Every entry is to be written out word for word.

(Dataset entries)
────

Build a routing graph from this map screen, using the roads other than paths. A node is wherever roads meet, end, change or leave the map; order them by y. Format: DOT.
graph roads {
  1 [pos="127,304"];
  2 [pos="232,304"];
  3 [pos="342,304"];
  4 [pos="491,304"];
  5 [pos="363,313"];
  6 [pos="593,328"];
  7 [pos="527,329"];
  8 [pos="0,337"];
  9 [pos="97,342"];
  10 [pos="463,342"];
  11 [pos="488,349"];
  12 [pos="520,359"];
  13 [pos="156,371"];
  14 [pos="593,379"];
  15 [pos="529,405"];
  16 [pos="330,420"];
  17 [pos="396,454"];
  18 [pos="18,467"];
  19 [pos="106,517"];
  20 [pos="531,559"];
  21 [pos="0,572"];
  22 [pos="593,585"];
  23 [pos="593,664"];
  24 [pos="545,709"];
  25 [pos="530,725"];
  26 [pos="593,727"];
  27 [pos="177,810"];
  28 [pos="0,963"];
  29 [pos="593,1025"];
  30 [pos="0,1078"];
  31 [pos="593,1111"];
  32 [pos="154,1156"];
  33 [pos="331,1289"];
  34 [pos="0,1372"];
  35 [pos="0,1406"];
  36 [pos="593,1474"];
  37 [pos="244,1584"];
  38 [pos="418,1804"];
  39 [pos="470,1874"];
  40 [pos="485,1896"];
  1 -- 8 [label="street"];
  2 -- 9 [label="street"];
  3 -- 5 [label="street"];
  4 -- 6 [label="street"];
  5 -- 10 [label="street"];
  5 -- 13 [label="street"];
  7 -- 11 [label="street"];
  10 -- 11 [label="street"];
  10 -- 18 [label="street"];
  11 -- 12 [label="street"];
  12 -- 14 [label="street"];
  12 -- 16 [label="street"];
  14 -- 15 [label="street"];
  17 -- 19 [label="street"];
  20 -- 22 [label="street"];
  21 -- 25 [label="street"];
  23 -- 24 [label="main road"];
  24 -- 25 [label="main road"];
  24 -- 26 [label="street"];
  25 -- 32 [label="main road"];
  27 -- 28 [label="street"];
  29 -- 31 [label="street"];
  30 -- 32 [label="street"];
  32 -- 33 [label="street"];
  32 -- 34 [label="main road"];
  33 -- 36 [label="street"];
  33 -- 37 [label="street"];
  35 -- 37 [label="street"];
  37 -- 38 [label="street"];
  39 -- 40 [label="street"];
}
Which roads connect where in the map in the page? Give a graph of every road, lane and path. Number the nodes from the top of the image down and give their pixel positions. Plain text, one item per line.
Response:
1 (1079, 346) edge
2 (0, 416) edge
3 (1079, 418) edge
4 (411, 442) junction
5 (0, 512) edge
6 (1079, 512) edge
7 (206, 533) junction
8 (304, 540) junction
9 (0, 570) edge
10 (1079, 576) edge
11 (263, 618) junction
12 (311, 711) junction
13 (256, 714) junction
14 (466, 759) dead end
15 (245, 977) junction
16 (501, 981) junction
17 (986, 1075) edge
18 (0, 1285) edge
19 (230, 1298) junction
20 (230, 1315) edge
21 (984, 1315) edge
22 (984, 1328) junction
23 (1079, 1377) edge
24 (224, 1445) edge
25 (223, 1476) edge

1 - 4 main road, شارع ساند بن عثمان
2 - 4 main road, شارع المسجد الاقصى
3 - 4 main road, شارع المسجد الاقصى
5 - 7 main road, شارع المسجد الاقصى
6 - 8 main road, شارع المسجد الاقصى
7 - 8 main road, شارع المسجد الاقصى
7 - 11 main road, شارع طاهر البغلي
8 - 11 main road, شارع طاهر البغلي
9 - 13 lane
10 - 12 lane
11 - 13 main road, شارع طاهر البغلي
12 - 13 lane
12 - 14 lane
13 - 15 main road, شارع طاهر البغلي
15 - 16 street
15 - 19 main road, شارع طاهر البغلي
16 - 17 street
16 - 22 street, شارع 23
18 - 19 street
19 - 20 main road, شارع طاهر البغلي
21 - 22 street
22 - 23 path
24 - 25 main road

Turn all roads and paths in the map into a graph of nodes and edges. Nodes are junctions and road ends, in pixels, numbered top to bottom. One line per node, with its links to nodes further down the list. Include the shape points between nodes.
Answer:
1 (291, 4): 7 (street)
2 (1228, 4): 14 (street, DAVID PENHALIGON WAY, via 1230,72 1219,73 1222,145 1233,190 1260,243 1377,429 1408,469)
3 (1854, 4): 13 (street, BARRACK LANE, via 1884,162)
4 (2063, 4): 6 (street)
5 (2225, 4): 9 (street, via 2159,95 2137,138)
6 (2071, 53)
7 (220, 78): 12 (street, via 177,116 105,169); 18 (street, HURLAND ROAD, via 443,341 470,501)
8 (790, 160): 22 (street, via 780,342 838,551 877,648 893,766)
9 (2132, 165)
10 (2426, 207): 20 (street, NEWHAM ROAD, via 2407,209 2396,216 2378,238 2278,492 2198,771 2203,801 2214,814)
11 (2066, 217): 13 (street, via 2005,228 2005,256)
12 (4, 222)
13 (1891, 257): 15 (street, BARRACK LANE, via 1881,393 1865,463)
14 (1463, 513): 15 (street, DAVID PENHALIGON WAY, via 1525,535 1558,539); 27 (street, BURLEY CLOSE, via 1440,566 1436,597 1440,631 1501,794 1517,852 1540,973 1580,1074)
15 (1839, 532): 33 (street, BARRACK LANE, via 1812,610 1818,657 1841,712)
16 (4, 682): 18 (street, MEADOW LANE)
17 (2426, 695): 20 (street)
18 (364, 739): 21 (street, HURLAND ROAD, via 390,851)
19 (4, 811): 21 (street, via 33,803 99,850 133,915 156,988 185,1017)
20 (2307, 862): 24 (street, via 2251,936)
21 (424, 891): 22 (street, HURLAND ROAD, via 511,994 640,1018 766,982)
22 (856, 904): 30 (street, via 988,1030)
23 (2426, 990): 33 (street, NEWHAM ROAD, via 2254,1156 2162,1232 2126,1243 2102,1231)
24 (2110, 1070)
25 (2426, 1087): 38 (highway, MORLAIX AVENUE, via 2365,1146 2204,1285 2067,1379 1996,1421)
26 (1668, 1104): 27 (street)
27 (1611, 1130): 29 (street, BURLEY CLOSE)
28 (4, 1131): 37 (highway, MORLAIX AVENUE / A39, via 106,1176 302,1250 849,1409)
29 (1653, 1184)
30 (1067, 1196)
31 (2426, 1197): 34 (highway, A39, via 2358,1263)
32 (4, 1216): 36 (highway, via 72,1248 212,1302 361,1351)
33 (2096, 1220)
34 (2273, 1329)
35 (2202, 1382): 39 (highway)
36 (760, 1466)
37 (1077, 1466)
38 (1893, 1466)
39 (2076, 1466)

────

▸ RESULT:
Build a routing graph from this map screen, using the roads other than paths. A node is wherever roads meet, end, change or leave the map; order them by y. Format: DOT.
graph roads {
  1 [pos="127,304"];
  2 [pos="232,304"];
  3 [pos="342,304"];
  4 [pos="491,304"];
  5 [pos="363,313"];
  6 [pos="593,328"];
  7 [pos="527,329"];
  8 [pos="0,337"];
  9 [pos="97,342"];
  10 [pos="463,342"];
  11 [pos="488,349"];
  12 [pos="520,359"];
  13 [pos="156,371"];
  14 [pos="593,379"];
  15 [pos="529,405"];
  16 [pos="330,420"];
  17 [pos="396,454"];
  18 [pos="18,467"];
  19 [pos="106,517"];
  20 [pos="531,559"];
  21 [pos="0,572"];
  22 [pos="593,585"];
  23 [pos="593,664"];
  24 [pos="545,709"];
  25 [pos="530,725"];
  26 [pos="593,727"];
  27 [pos="177,810"];
  28 [pos="0,963"];
  29 [pos="593,1025"];
  30 [pos="0,1078"];
  31 [pos="593,1111"];
  32 [pos="154,1156"];
  33 [pos="331,1289"];
  34 [pos="0,1372"];
  35 [pos="0,1406"];
  36 [pos="593,1474"];
  37 [pos="244,1584"];
  38 [pos="418,1804"];
  39 [pos="470,1874"];
  40 [pos="485,1896"];
  1 -- 8 [label="street"];
  2 -- 9 [label="street"];
  3 -- 5 [label="street"];
  4 -- 6 [label="street"];
  5 -- 10 [label="street"];
  5 -- 13 [label="street"];
  7 -- 11 [label="street"];
  10 -- 11 [label="street"];
  10 -- 18 [label="street"];
  11 -- 12 [label="street"];
  12 -- 14 [label="street"];
  12 -- 16 [label="street"];
  14 -- 15 [label="street"];
  17 -- 19 [label="street"];
  20 -- 22 [label="street"];
  21 -- 25 [label="street"];
  23 -- 24 [label="main road"];
  24 -- 25 [label="main road"];
  24 -- 26 [label="street"];
  25 -- 32 [label="main road"];
  27 -- 28 [label="street"];
  29 -- 31 [label="street"];
  30 -- 32 [label="street"];
  32 -- 33 [label="street"];
  32 -- 34 [label="main road"];
  33 -- 36 [label="street"];
  33 -- 37 [label="street"];
  35 -- 37 [label="street"];
  37 -- 38 [label="street"];
  39 -- 40 [label="street"];
}
Which roads connect where in the map in the page? Give a graph of every road, lane and path. Number the nodes from the top of the image down and give their pixel positions. Plain text, one item per line.
Response:
1 (1079, 346) edge
2 (0, 416) edge
3 (1079, 418) edge
4 (411, 442) junction
5 (0, 512) edge
6 (1079, 512) edge
7 (206, 533) junction
8 (304, 540) junction
9 (0, 570) edge
10 (1079, 576) edge
11 (263, 618) junction
12 (311, 711) junction
13 (256, 714) junction
14 (466, 759) dead end
15 (245, 977) junction
16 (501, 981) junction
17 (986, 1075) edge
18 (0, 1285) edge
19 (230, 1298) junction
20 (230, 1315) edge
21 (984, 1315) edge
22 (984, 1328) junction
23 (1079, 1377) edge
24 (224, 1445) edge
25 (223, 1476) edge

1 - 4 main road, شارع ساند بن عثمان
2 - 4 main road, شارع المسجد الاقصى
3 - 4 main road, شارع المسجد الاقصى
5 - 7 main road, شارع المسجد الاقصى
6 - 8 main road, شارع المسجد الاقصى
7 - 8 main road, شارع المسجد الاقصى
7 - 11 main road, شارع طاهر البغلي
8 - 11 main road, شارع طاهر البغلي
9 - 13 lane
10 - 12 lane
11 - 13 main road, شارع طاهر البغلي
12 - 13 lane
12 - 14 lane
13 - 15 main road, شارع طاهر البغلي
15 - 16 street
15 - 19 main road, شارع طاهر البغلي
16 - 17 street
16 - 22 street, شارع 23
18 - 19 street
19 - 20 main road, شارع طاهر البغلي
21 - 22 street
22 - 23 path
24 - 25 main road

Turn all roads and paths in the map into a graph of nodes and edges. Nodes are junctions and road ends, in pixels, numbered top to bottom. One line per node, with its links to nodes further down the list. Include the shape points between nodes.
Answer:
1 (291, 4): 7 (street)
2 (1228, 4): 14 (street, DAVID PENHALIGON WAY, via 1230,72 1219,73 1222,145 1233,190 1260,243 1377,429 1408,469)
3 (1854, 4): 13 (street, BARRACK LANE, via 1884,162)
4 (2063, 4): 6 (street)
5 (2225, 4): 9 (street, via 2159,95 2137,138)
6 (2071, 53)
7 (220, 78): 12 (street, via 177,116 105,169); 18 (street, HURLAND ROAD, via 443,341 470,501)
8 (790, 160): 22 (street, via 780,342 838,551 877,648 893,766)
9 (2132, 165)
10 (2426, 207): 20 (street, NEWHAM ROAD, via 2407,209 2396,216 2378,238 2278,492 2198,771 2203,801 2214,814)
11 (2066, 217): 13 (street, via 2005,228 2005,256)
12 (4, 222)
13 (1891, 257): 15 (street, BARRACK LANE, via 1881,393 1865,463)
14 (1463, 513): 15 (street, DAVID PENHALIGON WAY, via 1525,535 1558,539); 27 (street, BURLEY CLOSE, via 1440,566 1436,597 1440,631 1501,794 1517,852 1540,973 1580,1074)
15 (1839, 532): 33 (street, BARRACK LANE, via 1812,610 1818,657 1841,712)
16 (4, 682): 18 (street, MEADOW LANE)
17 (2426, 695): 20 (street)
18 (364, 739): 21 (street, HURLAND ROAD, via 390,851)
19 (4, 811): 21 (street, via 33,803 99,850 133,915 156,988 185,1017)
20 (2307, 862): 24 (street, via 2251,936)
21 (424, 891): 22 (street, HURLAND ROAD, via 511,994 640,1018 766,982)
22 (856, 904): 30 (street, via 988,1030)
23 (2426, 990): 33 (street, NEWHAM ROAD, via 2254,1156 2162,1232 2126,1243 2102,1231)
24 (2110, 1070)
25 (2426, 1087): 38 (highway, MORLAIX AVENUE, via 2365,1146 2204,1285 2067,1379 1996,1421)
26 (1668, 1104): 27 (street)
27 (1611, 1130): 29 (street, BURLEY CLOSE)
28 (4, 1131): 37 (highway, MORLAIX AVENUE / A39, via 106,1176 302,1250 849,1409)
29 (1653, 1184)
30 (1067, 1196)
31 (2426, 1197): 34 (highway, A39, via 2358,1263)
32 (4, 1216): 36 (highway, via 72,1248 212,1302 361,1351)
33 (2096, 1220)
34 (2273, 1329)
35 (2202, 1382): 39 (highway)
36 (760, 1466)
37 (1077, 1466)
38 (1893, 1466)
39 (2076, 1466)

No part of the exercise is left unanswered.